□幸せそうに、ほころぶ笑顔
玉狛はそういうことも教えるんだろうか、とか考えていたら、なまえさん、と名前を呼ばれた。
「俺のこと、好きですか」
「え、好きだよ。何いきなり」
「それじゃあ、大好きですか」
「……話聞いてたんだろ?」
「でも、ちゃんとなまえさんの口から聞きたいっす」
めずらしく甘えたことをいう京介に驚いていたら、ぐりんと体が回転して、屋上のコンクリートに押し付けられる。
赤くなりはじめた空と、京介の整った顔。
なんだか現実味がない。瞬きしたら全部夢だったとか、そんな落ちはないよな。
ないとは思うけど、もしそうだったら困るので、ちゃんと口にすることにした。
「大好きだよ、京介」
京介の耳が、じわじわと赤くなっていく。まるで告白してくれた日のように。
それが顔にまで伝染していったところで、京介は無表情を崩して、ゆっくりと笑顔を浮かべた。

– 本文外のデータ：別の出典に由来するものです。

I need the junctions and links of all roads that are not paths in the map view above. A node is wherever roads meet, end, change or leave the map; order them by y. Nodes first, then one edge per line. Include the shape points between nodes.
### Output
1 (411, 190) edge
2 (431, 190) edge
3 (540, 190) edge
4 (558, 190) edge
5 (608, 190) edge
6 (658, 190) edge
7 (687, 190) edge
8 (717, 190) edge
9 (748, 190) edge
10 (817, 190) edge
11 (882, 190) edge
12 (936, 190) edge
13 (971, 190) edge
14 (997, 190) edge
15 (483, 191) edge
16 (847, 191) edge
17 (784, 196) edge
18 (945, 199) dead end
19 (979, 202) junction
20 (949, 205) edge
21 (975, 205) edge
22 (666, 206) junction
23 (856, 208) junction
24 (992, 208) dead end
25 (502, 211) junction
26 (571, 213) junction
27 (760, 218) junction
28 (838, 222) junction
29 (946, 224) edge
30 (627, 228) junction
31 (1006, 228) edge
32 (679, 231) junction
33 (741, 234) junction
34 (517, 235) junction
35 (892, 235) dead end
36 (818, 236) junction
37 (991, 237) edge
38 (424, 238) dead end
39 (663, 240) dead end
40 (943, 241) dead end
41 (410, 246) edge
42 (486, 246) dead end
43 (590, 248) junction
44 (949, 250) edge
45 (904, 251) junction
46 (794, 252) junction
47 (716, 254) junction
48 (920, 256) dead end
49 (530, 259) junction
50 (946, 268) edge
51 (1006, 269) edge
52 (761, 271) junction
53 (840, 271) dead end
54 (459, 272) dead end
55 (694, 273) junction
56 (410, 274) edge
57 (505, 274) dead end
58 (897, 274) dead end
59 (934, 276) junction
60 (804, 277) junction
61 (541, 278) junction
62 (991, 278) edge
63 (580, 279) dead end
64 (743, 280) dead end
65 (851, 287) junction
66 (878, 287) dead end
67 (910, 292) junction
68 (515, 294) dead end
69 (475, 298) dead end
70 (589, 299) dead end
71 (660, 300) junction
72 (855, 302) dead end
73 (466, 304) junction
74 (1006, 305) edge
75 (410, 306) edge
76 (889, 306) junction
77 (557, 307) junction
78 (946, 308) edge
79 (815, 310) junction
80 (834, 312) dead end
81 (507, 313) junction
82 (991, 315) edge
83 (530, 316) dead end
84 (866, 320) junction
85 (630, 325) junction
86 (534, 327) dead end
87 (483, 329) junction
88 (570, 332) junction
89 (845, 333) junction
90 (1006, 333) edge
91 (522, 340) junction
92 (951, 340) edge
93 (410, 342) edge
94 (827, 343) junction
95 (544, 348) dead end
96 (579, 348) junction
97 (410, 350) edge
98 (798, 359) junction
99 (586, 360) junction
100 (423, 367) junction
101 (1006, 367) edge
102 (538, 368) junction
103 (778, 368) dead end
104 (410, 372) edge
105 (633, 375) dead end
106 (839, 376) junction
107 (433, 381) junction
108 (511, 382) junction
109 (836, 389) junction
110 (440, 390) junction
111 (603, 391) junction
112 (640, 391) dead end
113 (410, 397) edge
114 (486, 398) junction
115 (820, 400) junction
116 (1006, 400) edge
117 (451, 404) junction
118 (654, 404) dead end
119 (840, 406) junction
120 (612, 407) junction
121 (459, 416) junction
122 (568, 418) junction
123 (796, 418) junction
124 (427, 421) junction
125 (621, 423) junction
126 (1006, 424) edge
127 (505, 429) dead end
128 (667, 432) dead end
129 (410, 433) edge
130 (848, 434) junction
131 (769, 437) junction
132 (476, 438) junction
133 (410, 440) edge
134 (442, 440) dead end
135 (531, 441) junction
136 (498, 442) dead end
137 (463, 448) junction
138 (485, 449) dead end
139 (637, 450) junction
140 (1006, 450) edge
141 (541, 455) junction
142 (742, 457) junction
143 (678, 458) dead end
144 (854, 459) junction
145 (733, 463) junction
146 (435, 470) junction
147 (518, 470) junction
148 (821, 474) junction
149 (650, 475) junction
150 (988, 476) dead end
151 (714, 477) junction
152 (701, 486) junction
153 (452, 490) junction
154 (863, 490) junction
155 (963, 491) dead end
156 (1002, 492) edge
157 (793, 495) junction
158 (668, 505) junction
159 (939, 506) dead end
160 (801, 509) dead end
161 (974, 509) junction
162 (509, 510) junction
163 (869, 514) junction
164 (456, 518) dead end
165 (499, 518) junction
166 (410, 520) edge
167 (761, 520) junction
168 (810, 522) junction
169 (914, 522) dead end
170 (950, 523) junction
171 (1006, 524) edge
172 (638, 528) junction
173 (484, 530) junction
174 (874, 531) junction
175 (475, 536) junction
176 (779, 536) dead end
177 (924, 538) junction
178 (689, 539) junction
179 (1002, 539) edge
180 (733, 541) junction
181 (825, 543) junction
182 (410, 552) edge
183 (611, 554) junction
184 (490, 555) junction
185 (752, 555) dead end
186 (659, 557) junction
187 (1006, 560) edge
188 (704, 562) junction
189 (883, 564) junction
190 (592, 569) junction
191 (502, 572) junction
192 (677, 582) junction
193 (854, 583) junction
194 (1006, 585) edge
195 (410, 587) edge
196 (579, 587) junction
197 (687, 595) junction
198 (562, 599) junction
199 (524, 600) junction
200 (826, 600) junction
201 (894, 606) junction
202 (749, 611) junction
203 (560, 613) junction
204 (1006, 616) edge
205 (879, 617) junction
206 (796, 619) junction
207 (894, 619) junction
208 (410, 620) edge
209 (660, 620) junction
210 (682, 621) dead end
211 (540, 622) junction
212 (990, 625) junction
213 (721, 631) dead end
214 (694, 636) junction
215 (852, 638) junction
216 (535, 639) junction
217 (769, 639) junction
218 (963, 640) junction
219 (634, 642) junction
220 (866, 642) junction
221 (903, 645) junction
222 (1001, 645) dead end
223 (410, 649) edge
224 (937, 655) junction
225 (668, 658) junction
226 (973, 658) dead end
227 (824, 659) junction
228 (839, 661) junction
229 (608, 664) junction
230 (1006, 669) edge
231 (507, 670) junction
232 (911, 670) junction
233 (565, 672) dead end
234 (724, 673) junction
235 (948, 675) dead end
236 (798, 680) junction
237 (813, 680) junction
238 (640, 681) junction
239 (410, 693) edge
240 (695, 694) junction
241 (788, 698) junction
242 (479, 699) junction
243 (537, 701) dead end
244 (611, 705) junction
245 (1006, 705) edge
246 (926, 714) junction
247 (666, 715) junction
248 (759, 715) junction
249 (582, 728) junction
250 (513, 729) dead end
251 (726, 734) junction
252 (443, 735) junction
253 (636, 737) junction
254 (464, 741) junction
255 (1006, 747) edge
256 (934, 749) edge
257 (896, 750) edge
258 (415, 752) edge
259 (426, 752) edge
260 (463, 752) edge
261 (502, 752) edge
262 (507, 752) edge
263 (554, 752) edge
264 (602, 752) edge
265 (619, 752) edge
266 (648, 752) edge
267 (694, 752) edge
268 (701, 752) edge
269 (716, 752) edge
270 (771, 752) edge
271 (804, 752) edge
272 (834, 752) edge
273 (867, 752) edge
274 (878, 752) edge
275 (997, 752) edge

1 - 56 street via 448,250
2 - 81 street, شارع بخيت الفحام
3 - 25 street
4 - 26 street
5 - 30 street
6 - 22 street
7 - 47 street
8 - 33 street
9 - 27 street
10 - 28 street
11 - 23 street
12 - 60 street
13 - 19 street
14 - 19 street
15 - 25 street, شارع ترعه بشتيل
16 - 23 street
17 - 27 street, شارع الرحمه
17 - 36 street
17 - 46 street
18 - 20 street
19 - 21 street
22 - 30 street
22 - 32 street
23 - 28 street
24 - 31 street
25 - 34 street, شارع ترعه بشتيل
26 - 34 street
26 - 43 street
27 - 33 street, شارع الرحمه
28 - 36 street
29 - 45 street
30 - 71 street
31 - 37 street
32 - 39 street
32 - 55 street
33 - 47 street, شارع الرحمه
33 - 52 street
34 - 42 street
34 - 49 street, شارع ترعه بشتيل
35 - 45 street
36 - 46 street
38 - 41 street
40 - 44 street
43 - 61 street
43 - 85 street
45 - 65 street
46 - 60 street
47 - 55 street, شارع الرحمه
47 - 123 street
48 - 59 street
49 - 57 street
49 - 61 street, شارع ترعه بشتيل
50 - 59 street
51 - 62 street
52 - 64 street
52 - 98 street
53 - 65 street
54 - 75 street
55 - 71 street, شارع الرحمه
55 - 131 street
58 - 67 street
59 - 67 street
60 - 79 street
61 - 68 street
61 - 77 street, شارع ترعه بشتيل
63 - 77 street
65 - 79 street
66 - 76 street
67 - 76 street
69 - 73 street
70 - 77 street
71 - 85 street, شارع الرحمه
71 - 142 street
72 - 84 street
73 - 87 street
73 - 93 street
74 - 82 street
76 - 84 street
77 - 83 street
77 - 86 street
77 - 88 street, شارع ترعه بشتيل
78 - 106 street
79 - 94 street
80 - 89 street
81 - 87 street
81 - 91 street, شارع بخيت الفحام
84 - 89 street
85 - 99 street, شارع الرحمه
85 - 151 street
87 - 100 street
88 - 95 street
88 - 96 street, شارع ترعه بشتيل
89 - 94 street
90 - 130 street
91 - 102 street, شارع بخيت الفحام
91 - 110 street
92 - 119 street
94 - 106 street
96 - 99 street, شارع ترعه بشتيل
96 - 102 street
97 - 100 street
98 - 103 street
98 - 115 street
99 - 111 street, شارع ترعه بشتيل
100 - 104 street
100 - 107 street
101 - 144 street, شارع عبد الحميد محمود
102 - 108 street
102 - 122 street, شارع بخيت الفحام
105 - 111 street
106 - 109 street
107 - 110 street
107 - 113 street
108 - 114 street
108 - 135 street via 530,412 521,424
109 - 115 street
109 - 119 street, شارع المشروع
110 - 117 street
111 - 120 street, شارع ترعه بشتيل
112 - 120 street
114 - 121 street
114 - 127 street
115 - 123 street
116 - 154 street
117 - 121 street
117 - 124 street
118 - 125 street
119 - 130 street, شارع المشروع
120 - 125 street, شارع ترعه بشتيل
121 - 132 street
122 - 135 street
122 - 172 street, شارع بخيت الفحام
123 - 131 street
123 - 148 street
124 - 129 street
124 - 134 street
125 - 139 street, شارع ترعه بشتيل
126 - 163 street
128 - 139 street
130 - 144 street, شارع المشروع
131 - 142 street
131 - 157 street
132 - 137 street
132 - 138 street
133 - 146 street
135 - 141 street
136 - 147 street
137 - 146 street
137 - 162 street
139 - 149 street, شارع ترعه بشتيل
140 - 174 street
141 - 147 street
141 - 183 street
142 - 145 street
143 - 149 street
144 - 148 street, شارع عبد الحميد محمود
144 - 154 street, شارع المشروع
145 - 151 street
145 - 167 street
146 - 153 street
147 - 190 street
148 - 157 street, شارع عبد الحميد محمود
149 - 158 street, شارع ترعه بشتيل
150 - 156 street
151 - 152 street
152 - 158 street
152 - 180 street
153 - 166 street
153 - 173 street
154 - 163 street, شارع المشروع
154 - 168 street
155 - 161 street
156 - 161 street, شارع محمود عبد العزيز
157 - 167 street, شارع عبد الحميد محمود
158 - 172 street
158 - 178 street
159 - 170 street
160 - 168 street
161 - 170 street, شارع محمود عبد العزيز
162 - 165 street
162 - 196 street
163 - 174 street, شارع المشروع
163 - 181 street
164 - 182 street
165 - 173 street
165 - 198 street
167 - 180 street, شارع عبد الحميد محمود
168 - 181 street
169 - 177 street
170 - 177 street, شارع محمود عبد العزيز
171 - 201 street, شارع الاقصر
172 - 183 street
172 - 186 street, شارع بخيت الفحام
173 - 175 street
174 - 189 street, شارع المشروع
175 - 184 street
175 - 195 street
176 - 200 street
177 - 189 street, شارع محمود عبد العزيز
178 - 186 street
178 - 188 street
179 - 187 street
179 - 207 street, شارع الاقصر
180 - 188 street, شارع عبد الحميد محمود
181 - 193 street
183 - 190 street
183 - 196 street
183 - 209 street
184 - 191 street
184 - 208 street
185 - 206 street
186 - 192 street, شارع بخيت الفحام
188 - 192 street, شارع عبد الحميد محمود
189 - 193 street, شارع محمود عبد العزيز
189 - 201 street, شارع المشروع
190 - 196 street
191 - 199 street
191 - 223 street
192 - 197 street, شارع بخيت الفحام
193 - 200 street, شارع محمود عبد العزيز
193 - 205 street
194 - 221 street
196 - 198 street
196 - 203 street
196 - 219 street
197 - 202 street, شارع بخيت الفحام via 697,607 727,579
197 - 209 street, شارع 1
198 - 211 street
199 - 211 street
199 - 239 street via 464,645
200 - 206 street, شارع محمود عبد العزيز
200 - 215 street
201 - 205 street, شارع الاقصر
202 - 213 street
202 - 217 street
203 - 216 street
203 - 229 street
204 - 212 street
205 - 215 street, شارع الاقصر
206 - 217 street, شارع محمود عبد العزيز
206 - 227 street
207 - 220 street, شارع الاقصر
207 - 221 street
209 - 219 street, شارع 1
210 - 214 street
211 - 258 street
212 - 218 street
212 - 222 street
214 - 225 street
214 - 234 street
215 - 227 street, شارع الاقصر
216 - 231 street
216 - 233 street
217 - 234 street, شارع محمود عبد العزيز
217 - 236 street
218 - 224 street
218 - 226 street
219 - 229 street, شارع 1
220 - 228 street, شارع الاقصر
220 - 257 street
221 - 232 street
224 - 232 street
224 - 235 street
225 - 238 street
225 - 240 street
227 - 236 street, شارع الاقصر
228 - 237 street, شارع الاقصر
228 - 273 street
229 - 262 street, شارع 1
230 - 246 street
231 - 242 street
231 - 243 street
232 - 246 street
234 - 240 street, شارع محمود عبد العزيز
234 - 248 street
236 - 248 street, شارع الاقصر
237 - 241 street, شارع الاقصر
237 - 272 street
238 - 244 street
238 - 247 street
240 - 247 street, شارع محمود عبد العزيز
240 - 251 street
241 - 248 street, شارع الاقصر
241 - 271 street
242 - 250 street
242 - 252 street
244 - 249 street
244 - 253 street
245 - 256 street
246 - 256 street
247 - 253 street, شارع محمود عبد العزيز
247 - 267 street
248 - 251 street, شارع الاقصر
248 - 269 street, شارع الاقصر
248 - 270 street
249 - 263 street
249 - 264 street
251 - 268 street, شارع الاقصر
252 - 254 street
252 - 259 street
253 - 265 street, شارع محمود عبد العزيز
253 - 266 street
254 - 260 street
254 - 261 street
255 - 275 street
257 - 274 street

照れくさそうな、それでいて幸せそうな笑顔は、出会ってから初めて見る笑みだった。
「おれも、なまえさんのこと、大好きです」
「うん。ありがとう」
「……キスしてもいいすか?」
屋上なら、たぶん誰も見ないだろう。
何より、大好きな恋人が珍しくおおっぴらに甘えてくるのなら、それにちゃんと応えたい。
「いいよ」
許可を出すと、とろけそうな笑みを浮かべる。
顔がいい奴がやると効果も倍で、俺の心臓がさっきよりももっとうるさくなる。聞こえてしまいそうだとバカなことを考えて、それはきっと京介も一緒だろうことに気づいた。
京介の顔が下りてくる。俺はそっと目を閉じた。